### Aim of the exercise
Which lines of the records contain the word "Oeste"? Show each of them.

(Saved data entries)
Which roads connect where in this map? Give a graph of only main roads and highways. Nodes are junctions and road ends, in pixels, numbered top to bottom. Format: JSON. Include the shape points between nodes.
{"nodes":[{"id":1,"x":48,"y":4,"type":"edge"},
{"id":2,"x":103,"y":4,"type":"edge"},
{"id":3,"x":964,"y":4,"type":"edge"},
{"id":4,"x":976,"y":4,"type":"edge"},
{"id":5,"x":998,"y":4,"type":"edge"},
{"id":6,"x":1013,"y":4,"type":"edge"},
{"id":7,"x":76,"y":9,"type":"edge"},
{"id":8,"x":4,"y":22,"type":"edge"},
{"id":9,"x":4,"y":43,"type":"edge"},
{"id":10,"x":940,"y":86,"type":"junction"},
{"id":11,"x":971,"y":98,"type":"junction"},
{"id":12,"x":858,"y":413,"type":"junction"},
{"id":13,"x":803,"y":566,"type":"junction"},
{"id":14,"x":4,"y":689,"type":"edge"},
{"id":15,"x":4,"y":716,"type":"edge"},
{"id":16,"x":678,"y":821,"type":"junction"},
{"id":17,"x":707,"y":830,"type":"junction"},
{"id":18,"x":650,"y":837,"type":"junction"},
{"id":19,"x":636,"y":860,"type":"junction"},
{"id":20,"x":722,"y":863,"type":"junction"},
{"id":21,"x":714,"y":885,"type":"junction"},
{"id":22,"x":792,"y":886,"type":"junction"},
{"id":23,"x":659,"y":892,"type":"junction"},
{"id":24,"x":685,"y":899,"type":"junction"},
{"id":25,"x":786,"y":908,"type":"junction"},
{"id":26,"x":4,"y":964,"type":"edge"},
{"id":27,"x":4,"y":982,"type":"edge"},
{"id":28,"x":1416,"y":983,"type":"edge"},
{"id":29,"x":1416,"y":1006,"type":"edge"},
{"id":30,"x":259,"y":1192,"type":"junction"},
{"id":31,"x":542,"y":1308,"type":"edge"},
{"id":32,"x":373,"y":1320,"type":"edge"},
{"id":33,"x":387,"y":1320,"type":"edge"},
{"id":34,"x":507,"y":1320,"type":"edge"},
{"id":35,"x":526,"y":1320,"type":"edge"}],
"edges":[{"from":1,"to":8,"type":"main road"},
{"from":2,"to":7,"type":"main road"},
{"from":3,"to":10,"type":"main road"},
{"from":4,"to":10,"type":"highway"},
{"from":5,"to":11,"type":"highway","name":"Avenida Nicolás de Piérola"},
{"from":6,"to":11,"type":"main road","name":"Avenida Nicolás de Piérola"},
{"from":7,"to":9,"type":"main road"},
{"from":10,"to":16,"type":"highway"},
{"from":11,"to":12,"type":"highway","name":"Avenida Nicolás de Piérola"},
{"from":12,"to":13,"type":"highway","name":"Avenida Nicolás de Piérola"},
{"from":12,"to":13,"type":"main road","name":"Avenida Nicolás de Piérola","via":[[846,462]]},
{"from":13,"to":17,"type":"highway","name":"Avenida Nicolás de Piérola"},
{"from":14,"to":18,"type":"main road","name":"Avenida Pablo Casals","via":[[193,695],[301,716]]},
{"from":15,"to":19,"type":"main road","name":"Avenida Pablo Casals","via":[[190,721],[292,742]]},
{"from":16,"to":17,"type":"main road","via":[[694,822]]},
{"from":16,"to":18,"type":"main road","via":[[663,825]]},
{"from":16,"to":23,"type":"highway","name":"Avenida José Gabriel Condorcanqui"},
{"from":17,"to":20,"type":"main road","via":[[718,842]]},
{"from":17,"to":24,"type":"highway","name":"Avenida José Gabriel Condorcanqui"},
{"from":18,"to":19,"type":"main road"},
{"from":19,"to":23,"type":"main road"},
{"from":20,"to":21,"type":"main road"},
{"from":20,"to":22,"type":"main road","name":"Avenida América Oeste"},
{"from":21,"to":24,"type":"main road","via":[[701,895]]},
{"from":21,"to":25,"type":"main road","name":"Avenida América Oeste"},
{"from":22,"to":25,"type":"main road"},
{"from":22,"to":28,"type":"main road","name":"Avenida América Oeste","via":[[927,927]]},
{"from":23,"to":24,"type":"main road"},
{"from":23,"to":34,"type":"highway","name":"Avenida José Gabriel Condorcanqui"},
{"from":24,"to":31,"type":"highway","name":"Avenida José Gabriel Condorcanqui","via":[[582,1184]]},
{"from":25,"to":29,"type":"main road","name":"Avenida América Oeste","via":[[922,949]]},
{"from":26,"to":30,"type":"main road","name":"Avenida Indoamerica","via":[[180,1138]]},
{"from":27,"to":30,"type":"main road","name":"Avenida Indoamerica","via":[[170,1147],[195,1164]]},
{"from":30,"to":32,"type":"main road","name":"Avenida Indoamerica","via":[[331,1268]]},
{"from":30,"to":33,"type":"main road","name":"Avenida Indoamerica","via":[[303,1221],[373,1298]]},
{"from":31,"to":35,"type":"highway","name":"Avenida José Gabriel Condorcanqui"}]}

### Solution to this exercise
{"from":20,"to":22,"type":"main road","name":"Avenida América Oeste"},
{"from":21,"to":25,"type":"main road","name":"Avenida América Oeste"},
{"from":22,"to":28,"type":"main road","name":"Avenida América Oeste","via":[[927,927]]},
{"from":25,"to":29,"type":"main road","name":"Avenida América Oeste","via":[[922,949]]},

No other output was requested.